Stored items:
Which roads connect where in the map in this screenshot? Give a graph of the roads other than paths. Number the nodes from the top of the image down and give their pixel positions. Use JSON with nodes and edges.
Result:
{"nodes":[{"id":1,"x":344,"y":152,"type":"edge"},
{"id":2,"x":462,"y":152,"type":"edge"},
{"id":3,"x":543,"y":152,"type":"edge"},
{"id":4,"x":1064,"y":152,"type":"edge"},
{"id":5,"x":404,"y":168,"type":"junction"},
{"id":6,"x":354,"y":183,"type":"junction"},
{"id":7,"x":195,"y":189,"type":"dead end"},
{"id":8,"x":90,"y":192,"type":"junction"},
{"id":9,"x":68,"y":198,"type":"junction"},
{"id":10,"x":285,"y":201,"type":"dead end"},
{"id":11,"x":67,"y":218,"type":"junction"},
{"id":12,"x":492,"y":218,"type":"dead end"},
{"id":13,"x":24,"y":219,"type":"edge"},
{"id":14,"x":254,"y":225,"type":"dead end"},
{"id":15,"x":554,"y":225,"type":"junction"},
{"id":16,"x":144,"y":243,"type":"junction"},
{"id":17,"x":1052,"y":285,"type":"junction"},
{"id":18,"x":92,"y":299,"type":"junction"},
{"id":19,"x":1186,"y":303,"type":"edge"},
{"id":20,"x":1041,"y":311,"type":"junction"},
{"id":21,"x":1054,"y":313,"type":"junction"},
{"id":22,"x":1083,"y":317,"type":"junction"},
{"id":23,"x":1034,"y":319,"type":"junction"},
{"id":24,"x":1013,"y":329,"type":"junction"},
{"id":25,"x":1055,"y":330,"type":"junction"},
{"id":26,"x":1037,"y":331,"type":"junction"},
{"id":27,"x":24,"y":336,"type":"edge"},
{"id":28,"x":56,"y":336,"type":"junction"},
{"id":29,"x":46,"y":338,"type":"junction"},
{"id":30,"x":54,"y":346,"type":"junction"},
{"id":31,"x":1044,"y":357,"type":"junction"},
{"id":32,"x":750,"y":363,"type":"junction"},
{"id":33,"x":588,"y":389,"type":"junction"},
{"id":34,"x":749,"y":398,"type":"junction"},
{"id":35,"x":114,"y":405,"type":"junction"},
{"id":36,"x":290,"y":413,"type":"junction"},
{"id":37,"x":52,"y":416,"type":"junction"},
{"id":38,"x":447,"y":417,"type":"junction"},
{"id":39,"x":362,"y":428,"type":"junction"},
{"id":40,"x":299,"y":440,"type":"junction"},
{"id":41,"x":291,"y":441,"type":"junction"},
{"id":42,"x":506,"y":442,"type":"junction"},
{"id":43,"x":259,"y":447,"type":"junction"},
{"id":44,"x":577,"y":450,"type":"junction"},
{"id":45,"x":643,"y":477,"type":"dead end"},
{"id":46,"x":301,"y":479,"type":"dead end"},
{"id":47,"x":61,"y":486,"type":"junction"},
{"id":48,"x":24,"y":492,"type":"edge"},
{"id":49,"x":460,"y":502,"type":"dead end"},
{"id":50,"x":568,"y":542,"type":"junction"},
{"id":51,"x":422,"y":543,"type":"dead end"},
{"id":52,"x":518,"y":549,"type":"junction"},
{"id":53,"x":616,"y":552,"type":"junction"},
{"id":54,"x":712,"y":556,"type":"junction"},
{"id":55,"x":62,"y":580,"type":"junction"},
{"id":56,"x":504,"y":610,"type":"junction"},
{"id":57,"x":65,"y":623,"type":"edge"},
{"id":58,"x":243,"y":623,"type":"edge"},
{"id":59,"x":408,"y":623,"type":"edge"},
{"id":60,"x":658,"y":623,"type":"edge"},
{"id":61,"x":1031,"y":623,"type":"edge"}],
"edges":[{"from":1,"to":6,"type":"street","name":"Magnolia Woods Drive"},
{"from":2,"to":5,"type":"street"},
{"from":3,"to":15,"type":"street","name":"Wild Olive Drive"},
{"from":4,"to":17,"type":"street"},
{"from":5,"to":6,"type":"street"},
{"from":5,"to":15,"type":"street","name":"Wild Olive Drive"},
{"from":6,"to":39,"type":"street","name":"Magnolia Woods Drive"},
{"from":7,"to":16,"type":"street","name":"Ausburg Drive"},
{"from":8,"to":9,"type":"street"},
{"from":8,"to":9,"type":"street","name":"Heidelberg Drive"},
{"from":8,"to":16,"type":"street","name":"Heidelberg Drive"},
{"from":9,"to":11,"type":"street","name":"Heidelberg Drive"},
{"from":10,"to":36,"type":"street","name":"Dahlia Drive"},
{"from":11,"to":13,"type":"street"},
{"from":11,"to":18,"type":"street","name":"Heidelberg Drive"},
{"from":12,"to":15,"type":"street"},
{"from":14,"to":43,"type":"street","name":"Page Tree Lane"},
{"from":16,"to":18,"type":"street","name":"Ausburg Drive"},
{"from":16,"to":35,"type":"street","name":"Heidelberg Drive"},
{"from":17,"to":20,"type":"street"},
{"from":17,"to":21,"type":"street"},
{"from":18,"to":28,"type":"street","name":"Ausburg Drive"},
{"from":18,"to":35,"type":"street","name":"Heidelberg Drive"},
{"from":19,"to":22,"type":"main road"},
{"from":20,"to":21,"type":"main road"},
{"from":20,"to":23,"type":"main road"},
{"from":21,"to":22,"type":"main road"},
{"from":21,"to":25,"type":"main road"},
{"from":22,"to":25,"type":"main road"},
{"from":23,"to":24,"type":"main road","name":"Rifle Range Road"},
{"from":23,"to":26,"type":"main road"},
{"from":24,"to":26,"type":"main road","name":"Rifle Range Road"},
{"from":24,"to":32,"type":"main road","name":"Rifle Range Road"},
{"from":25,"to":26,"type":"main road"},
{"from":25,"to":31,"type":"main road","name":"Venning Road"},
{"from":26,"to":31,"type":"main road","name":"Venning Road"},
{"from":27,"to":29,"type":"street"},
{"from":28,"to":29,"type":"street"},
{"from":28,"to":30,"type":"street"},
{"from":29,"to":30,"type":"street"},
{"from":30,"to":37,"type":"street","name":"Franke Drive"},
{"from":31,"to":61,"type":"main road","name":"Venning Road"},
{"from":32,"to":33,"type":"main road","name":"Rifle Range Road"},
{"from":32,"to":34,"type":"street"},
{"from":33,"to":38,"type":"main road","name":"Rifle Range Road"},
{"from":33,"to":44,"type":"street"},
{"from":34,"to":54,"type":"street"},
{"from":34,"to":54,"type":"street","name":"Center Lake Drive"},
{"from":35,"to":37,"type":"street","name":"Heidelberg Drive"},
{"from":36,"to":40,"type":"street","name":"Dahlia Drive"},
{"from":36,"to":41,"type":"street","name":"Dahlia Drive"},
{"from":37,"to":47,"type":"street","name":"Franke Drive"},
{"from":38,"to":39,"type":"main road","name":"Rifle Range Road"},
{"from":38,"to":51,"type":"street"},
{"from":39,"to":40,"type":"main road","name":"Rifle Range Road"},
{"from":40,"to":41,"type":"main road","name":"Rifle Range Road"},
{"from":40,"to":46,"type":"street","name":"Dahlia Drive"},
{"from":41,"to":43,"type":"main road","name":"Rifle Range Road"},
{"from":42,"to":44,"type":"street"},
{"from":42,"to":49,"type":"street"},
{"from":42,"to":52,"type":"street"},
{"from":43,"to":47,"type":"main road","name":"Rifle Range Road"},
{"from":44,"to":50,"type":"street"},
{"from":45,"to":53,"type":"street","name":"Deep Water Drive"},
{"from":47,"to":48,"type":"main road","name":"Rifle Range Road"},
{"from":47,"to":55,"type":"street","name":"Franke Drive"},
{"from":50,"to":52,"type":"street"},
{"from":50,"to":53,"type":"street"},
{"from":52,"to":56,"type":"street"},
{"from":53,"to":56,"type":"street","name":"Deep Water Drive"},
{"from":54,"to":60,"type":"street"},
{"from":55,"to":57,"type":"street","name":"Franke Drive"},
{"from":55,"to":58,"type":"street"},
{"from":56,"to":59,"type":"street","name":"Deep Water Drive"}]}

Exercise. Check each line in the data for the word "dead", then report only how many lines contain it.

Answer below. 8